Entries taken from a collection:
▬▬▬▬▬▬
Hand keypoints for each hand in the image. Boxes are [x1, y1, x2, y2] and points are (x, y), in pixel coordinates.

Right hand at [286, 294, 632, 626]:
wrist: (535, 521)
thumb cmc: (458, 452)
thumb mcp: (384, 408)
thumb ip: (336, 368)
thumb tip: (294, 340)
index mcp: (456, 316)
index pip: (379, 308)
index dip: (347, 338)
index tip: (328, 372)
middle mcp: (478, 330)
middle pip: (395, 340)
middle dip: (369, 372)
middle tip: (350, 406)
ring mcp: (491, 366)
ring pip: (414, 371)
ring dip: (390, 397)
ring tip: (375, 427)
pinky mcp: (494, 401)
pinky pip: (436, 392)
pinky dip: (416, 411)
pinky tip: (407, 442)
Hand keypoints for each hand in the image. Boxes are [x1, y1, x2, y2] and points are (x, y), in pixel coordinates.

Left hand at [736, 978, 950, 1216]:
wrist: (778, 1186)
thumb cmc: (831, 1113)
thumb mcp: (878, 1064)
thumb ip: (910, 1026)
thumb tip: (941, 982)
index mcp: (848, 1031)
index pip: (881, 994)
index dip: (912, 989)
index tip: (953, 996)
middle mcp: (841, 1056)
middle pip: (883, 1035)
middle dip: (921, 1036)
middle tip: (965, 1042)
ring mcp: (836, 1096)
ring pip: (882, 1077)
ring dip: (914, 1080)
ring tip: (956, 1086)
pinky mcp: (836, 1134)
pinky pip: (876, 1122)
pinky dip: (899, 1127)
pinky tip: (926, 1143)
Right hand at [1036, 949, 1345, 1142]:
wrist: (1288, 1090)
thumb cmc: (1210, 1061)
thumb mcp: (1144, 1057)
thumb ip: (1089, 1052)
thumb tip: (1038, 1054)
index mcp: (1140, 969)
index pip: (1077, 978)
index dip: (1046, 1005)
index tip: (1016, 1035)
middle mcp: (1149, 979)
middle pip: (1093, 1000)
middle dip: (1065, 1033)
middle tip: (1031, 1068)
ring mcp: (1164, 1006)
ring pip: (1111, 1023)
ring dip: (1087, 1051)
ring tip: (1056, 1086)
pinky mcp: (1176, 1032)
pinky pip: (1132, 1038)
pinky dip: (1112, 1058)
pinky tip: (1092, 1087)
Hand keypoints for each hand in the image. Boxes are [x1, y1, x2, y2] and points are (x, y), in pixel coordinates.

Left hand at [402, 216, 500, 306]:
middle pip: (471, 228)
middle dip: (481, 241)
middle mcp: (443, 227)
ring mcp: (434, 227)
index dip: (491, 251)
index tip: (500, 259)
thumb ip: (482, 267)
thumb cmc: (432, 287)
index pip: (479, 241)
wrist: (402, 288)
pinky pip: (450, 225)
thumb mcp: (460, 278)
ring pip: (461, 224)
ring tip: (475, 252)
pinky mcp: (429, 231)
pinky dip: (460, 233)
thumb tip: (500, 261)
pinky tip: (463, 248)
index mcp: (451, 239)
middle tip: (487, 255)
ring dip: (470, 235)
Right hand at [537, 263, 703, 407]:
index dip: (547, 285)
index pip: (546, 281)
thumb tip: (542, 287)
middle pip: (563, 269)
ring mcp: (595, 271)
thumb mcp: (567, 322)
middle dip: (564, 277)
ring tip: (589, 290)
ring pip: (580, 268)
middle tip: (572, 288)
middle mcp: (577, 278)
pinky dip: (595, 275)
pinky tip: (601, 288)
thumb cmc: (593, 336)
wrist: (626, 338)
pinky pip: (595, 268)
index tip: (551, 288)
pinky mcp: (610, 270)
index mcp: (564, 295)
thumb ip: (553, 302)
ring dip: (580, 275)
▬▬▬▬▬▬
* [What is expected]: Nothing beyond the lines from the start of the entries through the line with "middle tip: (350, 406)" should appear. Repeat those lines exactly, both ends included.

* [Answer space]:
Hand keypoints for each hand in the image. Boxes are [x1, y1, x2, y2] and points are (x, y), in pixel coordinates.

Right hand at [286, 294, 632, 626]:
wrist: (535, 521)
thumb cmc: (458, 452)
thumb mcp: (384, 408)
thumb ip: (336, 368)
thumb tip: (294, 340)
index mcp: (456, 316)
index pip: (379, 308)
index dip: (347, 338)
index tip: (328, 372)
middle mcp: (478, 330)
middle pip: (395, 340)
middle dip: (369, 372)
middle tip: (350, 406)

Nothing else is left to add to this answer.